This morning a red cardinal pecked away at the feeder hanging in my patio bird habitat. As I drove off to work, I thought about the delicate bones and feathers, the lightweight and aerodynamic body of the bird, and the interesting fact that birds are not hierarchical. In other words, the bird is never going to worship me the way my dog does because he doesn’t consider me above him. Birds, even though they are afraid of us, consider us rather beneath them. If you take something from your pet bird, he or she might pick a fight with you in an effort to take the perceived personal property straight back.
But they can’t take back the world from us, the world that heats up a bit each year, smashing weather records causing species to die off. Most of us never take the time to think about the enormous amount of death caused by climate change. When species disappear, they leave a void in the ecosystem that they formerly populated, affecting the entire food chain. But even if, as amateur scientists and hobby writers, we understand this loss in its functional sense, the loss of a food source, most of us fail to realize how heartbroken we will be when commonplace animals and insects cease to exist.

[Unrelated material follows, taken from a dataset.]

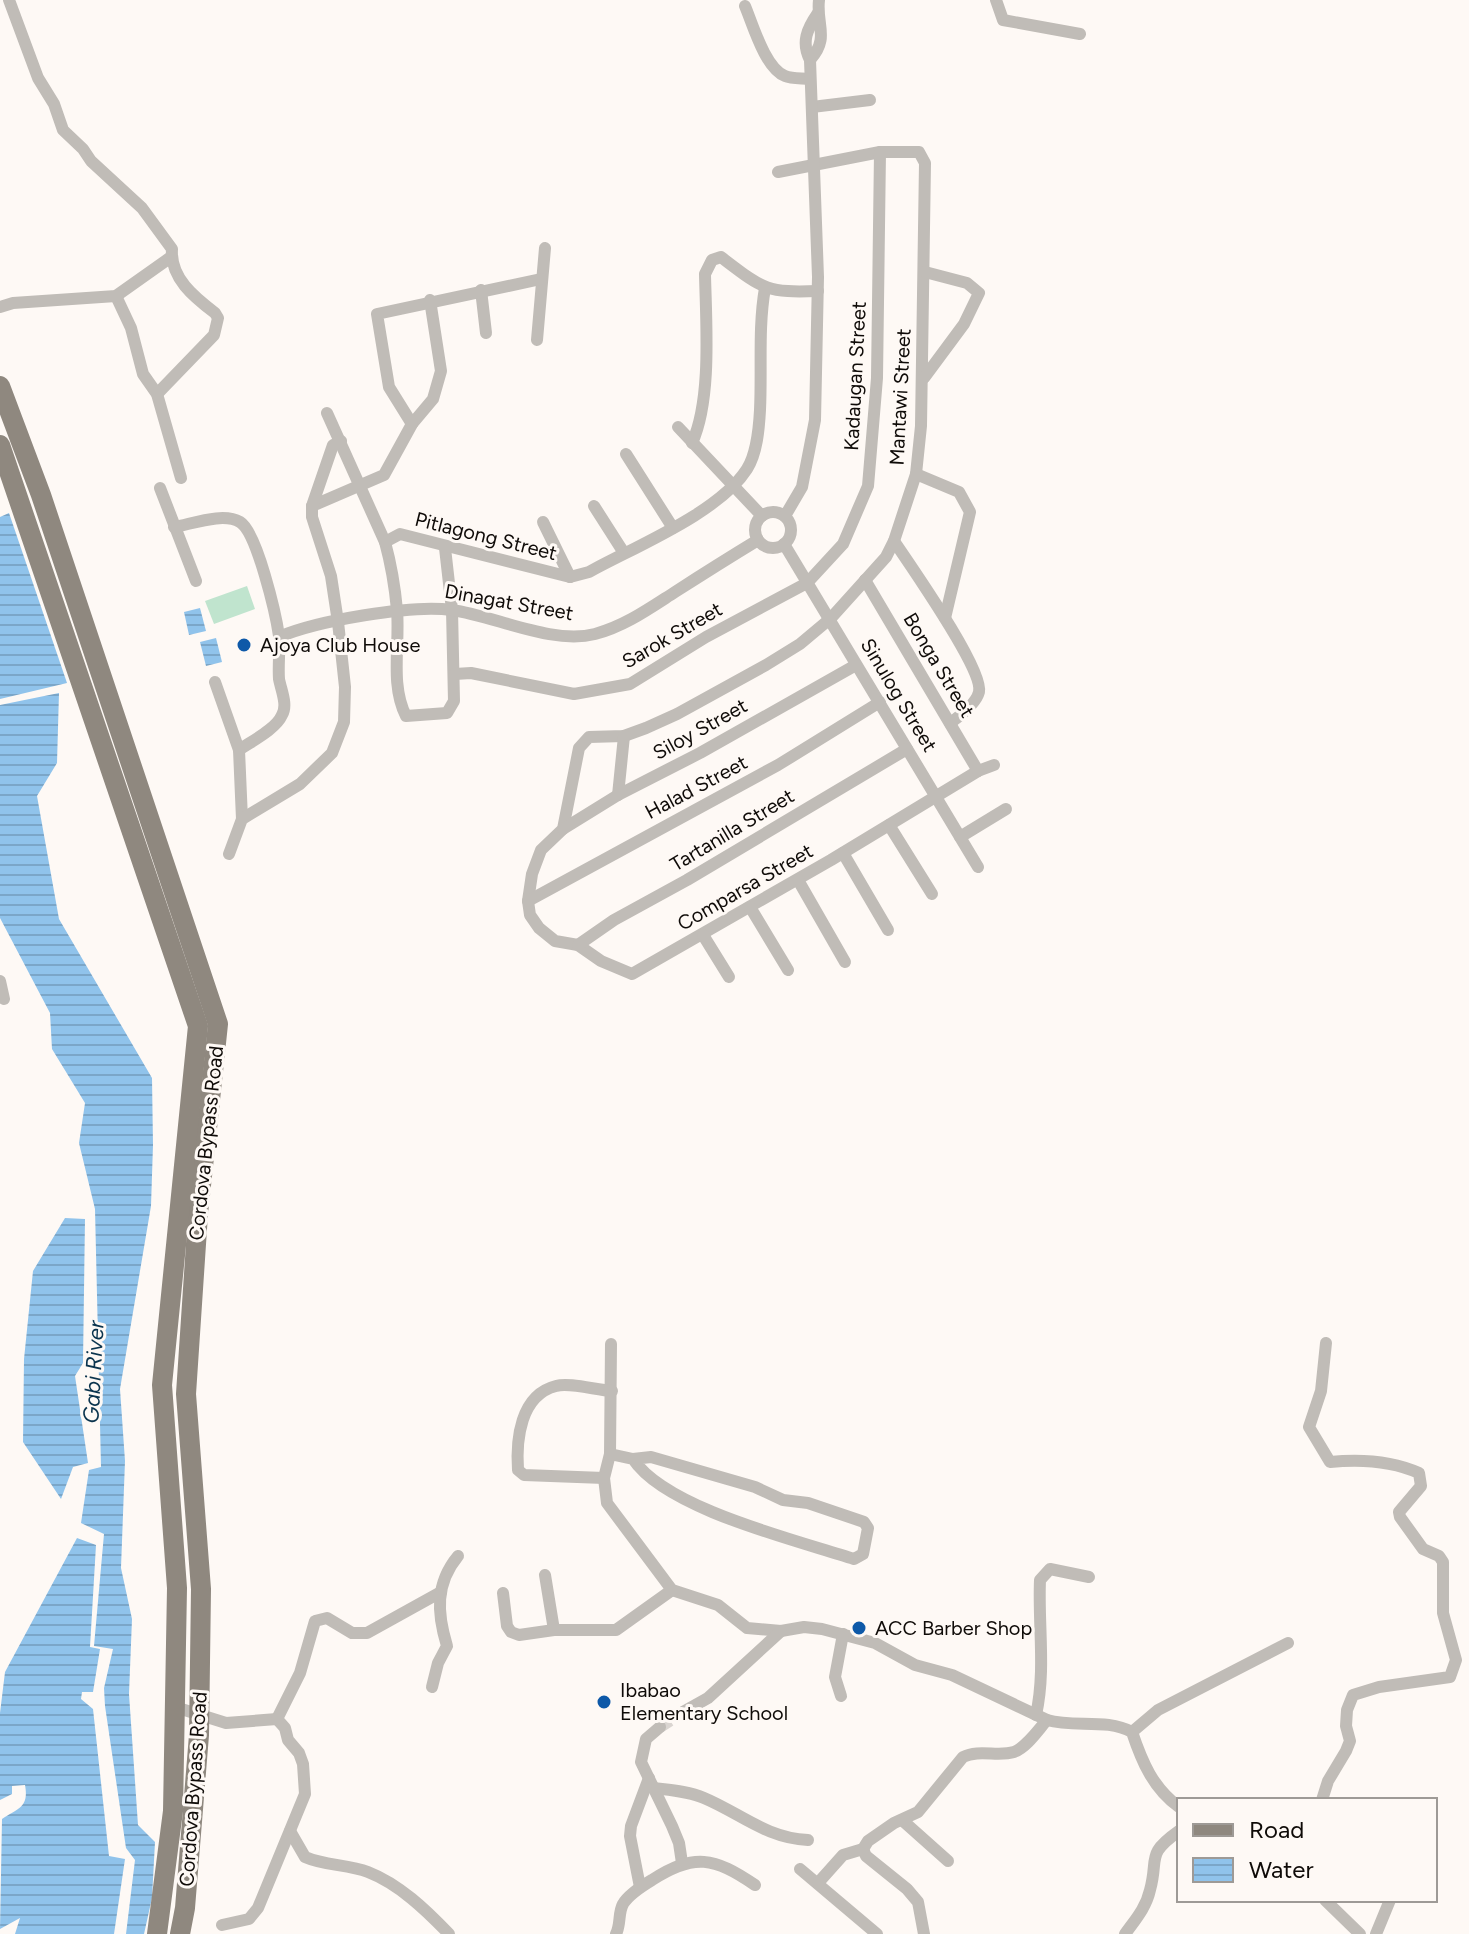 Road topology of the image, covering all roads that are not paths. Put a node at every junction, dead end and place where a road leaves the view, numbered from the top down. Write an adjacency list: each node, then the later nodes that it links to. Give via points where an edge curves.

Today, as I drove to my job, I thought about how much I love my little bird area and the interesting, verbally affluent characters that visit it each day for seeds and water. I also thought about what my patio area would look like without my colorful, feathered, and noisy little friends. Birds aside, we will soon experience the loss of polar bears in the wild, and when they go, the ecosystem will suffer in ways that we can yet understand. The suffering they now endure is painful to watch.
I hope we, as sentient beings fully capable of measuring and critiquing our effects on the environment, begin to analyze the consequences of failing to mitigate the horrors ahead of us if we continue to burn fossil fuels unabated. As a connected world, we will be able to view these tragedies, these heartbreaking cataclysmic moments, as they occur. It is time we felt a connection, and some kind of empathy, to our natural world.